Another person found what he thought was Valve's current office address, and turned up at the front door hoping to track down that elusive phone line. But Valve had, just days earlier, moved to a new location - presenting him with nothing but a huge, empty void. Mind blown, he reported back to the internet that the entire company had disappeared, just like that...
A later attempt at extracting a location from the phone number involved some dodgy paid-for service - that person got an 'ADAM FOSTER' but fortunately no address. He really didn't seem to understand the game / reality boundary, despite warnings from other users on the Steam forums - it got more than a little creepy.
Someone else managed to find a personal phone number for Valve's receptionist. Fortunately for everyone, players decreed that harrassing her for information would be deeply inappropriate - they did the right thing and went no further.
People are fundamentally good, they can just get a little over-enthusiastic at time.
Treasure hunt versus ongoing interaction
The Portal ARG was intended mainly as a treasure hunt, initially with a fixed chain of clues and puzzles. This worked well with the overall aim - letting fans of Portal know about an impending sequel before anyone else - but another, lomger-lasting approach is for the game to more directly interact with players as the 'story' progresses. Possible examples we could have used might include a live 'chat' with an 'AI' on the Aperture BBS - adjusting the game according to their input. (Players feel super-special when included in the game like this.)
An ongoing ARG suggests a much larger scale. Examples would include The Beast, which promoted the film A.I., or I Love Bees, promoting Halo 2 - the latter ARG involving GPS coordinates of payphones across the USA, with phone calls to players at specific times. Seriously impressive work, but perhaps with budgets slightly higher than the Portal ARG's $100!
More direct interaction with players can mean deliberate emphasis of clues that have been missed, or perhaps dismissal of false clues and trolls.

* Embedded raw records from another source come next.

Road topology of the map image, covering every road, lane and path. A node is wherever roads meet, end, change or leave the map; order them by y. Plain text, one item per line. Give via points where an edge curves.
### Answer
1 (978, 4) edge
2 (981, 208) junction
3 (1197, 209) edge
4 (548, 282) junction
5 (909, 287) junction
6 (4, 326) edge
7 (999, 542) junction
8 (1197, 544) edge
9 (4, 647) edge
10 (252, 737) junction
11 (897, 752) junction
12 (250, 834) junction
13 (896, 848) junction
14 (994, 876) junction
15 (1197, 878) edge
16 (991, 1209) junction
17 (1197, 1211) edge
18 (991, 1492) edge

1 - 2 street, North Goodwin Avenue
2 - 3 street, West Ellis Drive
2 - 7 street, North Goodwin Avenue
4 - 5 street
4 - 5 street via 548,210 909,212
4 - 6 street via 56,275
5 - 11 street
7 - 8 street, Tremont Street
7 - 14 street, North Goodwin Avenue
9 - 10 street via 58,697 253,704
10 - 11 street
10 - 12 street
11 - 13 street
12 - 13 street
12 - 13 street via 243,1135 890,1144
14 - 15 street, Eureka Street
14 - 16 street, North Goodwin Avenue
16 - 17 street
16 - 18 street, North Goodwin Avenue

(I wasn't involved in the Portal 2 launch ARG, being extremely busy finishing the game itself, but I hope this article proves useful to many people thinking about some of the low-level design ideals involved in implementing an ARG!)
When you apply perhaps tens of thousands of people to figuring out a problem of your making, they'll come up with solutions you didn't know existed - weird coincidences that must have been better than intentional.
The underlying audio files for the radios added to Portal were named dinosaur[n].wav - the 'dinosaur' an inside joke referring to the antiquated technology involved. By pure coincidence, there were twenty-six of them. Also coincidentally, the voice actor for Doctor Kleiner in Valve's Half-Life series, Harry S. Robins, wrote a book called ... Dinosaur Alphabet.
Twenty-six dinosaurs, surely implying an alphabet? Definitely not an intentional coincidence, but pretty cool!
One 'flavour' SSTV image (with no clues, just padding supporting the fiction) was a noise, abstract picture of circuitry, obtained from a photo I'd recently taken at the MIT Museum in Boston. Players (manually) tracked down a clear version on my Flickr account. Interesting enough, but...
... the robot was 'HERBERT', designed to pick up empty drinks cans from the floor.
At the beginning of Valve's Half-Life 2, there's a sequence in which ... the player is made to pick up an empty drinks can from the floor.
Pure coincidence. Be prepared for it, and design your puzzles to cope with it.